Exercise goal -
Search the data for the word "葛飾吉川松伏線" and copy out every line that has it.

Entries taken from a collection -
........
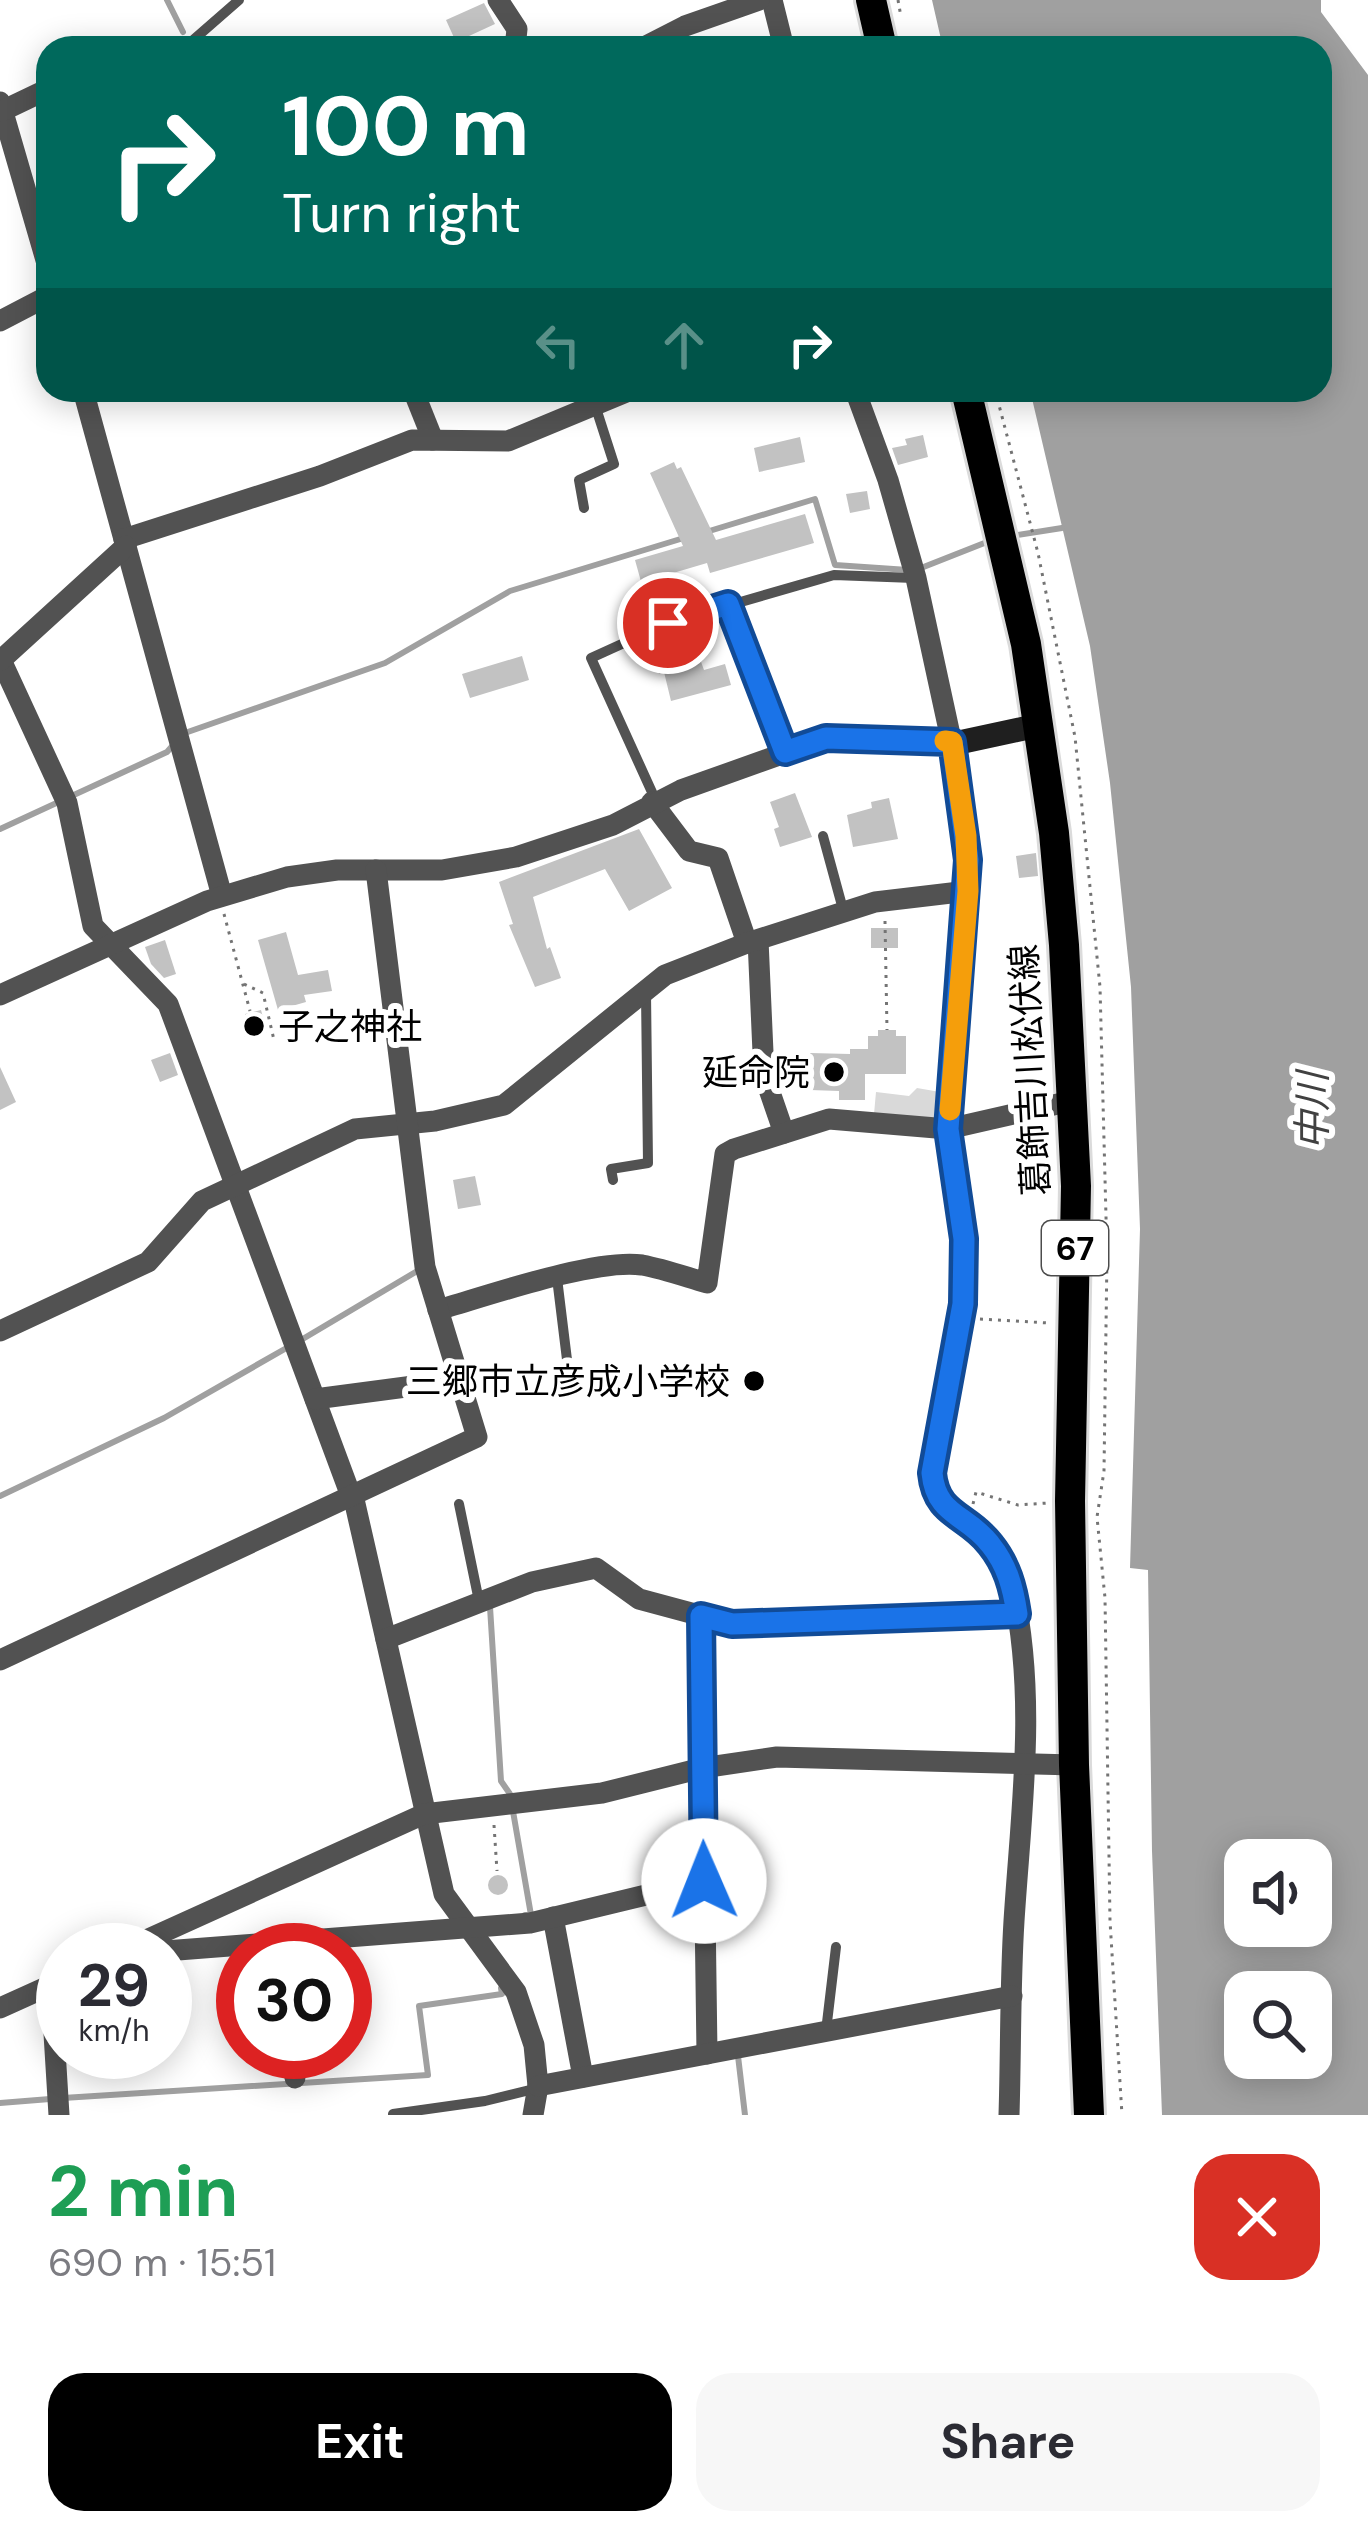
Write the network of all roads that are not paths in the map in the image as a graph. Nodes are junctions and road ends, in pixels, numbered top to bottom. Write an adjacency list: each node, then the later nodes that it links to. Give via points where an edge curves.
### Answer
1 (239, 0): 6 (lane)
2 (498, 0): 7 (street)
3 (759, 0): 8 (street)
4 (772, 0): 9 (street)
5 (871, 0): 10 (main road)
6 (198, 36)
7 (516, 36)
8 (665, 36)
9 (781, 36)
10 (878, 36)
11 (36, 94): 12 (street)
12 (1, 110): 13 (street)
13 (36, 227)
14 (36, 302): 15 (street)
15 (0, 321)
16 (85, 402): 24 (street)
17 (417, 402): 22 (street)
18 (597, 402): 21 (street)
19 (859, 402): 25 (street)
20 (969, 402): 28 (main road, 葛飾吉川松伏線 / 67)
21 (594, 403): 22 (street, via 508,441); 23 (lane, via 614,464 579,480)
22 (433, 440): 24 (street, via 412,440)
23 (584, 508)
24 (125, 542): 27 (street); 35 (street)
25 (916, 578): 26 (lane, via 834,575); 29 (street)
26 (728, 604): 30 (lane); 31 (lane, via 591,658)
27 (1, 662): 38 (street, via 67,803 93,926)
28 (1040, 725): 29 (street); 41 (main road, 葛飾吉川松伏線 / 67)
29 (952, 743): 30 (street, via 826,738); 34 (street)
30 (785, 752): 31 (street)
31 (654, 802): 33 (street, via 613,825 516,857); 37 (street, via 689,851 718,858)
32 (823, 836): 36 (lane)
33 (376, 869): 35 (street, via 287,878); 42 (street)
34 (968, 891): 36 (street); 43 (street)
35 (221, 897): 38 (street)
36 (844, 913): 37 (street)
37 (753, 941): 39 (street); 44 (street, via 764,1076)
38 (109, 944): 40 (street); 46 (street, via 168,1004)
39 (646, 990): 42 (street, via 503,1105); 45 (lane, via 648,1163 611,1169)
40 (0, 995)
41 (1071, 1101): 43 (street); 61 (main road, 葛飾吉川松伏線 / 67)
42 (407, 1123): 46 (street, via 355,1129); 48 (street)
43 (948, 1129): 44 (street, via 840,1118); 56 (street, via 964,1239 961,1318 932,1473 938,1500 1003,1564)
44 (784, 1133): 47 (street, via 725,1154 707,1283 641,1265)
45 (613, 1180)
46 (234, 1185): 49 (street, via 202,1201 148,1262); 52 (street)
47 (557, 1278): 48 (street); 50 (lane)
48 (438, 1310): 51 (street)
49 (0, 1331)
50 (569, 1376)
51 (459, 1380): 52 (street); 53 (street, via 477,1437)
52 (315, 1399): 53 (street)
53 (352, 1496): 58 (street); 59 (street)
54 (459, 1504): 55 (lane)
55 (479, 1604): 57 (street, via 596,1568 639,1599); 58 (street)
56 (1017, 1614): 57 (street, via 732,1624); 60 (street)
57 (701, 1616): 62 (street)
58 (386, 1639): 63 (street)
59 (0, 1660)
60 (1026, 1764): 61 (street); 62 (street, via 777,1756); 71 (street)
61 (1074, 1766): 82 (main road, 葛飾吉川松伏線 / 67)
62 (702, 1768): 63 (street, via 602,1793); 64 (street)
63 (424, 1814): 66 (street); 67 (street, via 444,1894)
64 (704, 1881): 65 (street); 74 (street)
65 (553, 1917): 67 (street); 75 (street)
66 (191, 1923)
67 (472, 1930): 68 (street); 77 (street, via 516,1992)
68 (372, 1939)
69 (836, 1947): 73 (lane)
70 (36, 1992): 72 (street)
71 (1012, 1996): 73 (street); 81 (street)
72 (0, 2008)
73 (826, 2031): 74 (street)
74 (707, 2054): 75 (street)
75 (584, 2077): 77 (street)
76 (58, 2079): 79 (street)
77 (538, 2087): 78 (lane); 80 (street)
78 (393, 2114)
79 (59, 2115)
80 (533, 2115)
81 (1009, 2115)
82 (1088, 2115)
........
Response -
20 (969, 402): 28 (main road, 葛飾吉川松伏線 / 67)
28 (1040, 725): 29 (street); 41 (main road, 葛飾吉川松伏線 / 67)
41 (1071, 1101): 43 (street); 61 (main road, 葛飾吉川松伏線 / 67)
61 (1074, 1766): 82 (main road, 葛飾吉川松伏線 / 67)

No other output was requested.